La Débâcle – 1786

Dans le vaste séchoir, dont on laissait la grande porte ouverte, non seulement tous les matelas étaient occupés, mais il ne restait même plus de place sur la litière étalée au bout de la salle. On commençait à mettre de la paille entre les lits, on serrait les blessés les uns contre les autres. Déjà, on en comptait près de deux cents, et il en arrivait toujours. Les larges fenêtres éclairaient d’une clarté blanche toute cette souffrance humaine entassée. Parfois, à un mouvement trop brusque, un cri involontaire s’élevait. Des râles d’agonie passaient dans l’air moite. Tout au fond, une plainte douce, presque chantante, ne cessait pas. Et le silence se faisait plus profond, une sorte de stupeur résignée, le morne accablement d’une chambre de mort, que coupaient seuls les pas et les chuchotements des infirmiers.
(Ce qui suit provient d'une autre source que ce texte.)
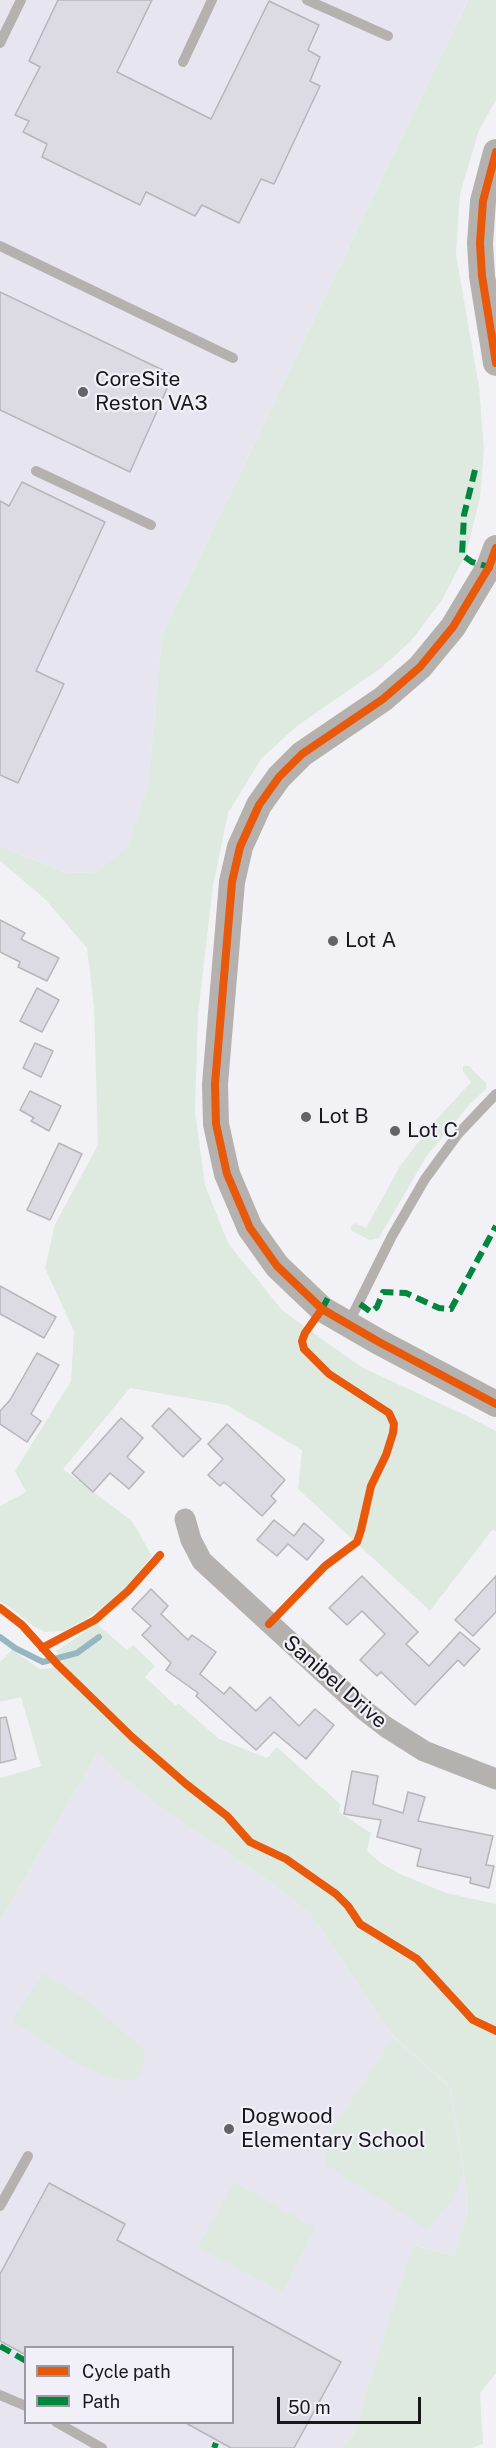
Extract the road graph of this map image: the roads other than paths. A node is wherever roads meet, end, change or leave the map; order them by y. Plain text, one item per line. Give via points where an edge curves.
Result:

Les blessures, pansées à la hâte sur le champ de bataille, quelques-unes même demeurées à vif, étalaient leur détresse, entre les lambeaux des capotes et des pantalons déchirés. Des pieds s’allongeaient, chaussés encore, broyés et saignants. Des genoux et des coudes, comme rompus à coups de marteau, laissaient pendre desmembres inertes. Il y avait des mains cassées, des doigts qui tombaient, retenus à peine par un fil de peau. Les jambes et les bras fracturés semblaient les plus nombreux, raidis de douleur, d’une pesanteur de plomb. Mais, surtout, les inquiétantes blessures étaient celles qui avaient troué le ventre, la poitrine ou la tête. Des flancs saignaient par des déchirures affreuses, des nœuds d’entrailles s’étaient faits sous la peau soulevée, des reins entamés, hachés, tordaient les attitudes en des contorsions frénétiques. De part en part, des poumons étaient traversés, les uns d’un trou si mince, qu’il ne saignait pas, les autres d’une fente béante d’où la vie coulait en un flot rouge ; et les hémorragies internes, celles qu’on ne voyait point, foudroyaient les hommes, tout d’un coup délirants et noirs. Enfin, les têtes avaient souffert plus encore : mâchoires fracassées, bouillie sanglante des dents et de la langue ; orbites défoncées, l’œil à moitié sorti ; crânes ouverts, laissant voir la cervelle. Tous ceux dont les balles avaient touché la moelle ou le cerveau étaient comme des cadavres, dans l’anéantissement du coma ; tandis que les autres, les fracturés, les fiévreux, s’agitaient, demandaient à boire, d’une voix basse et suppliante.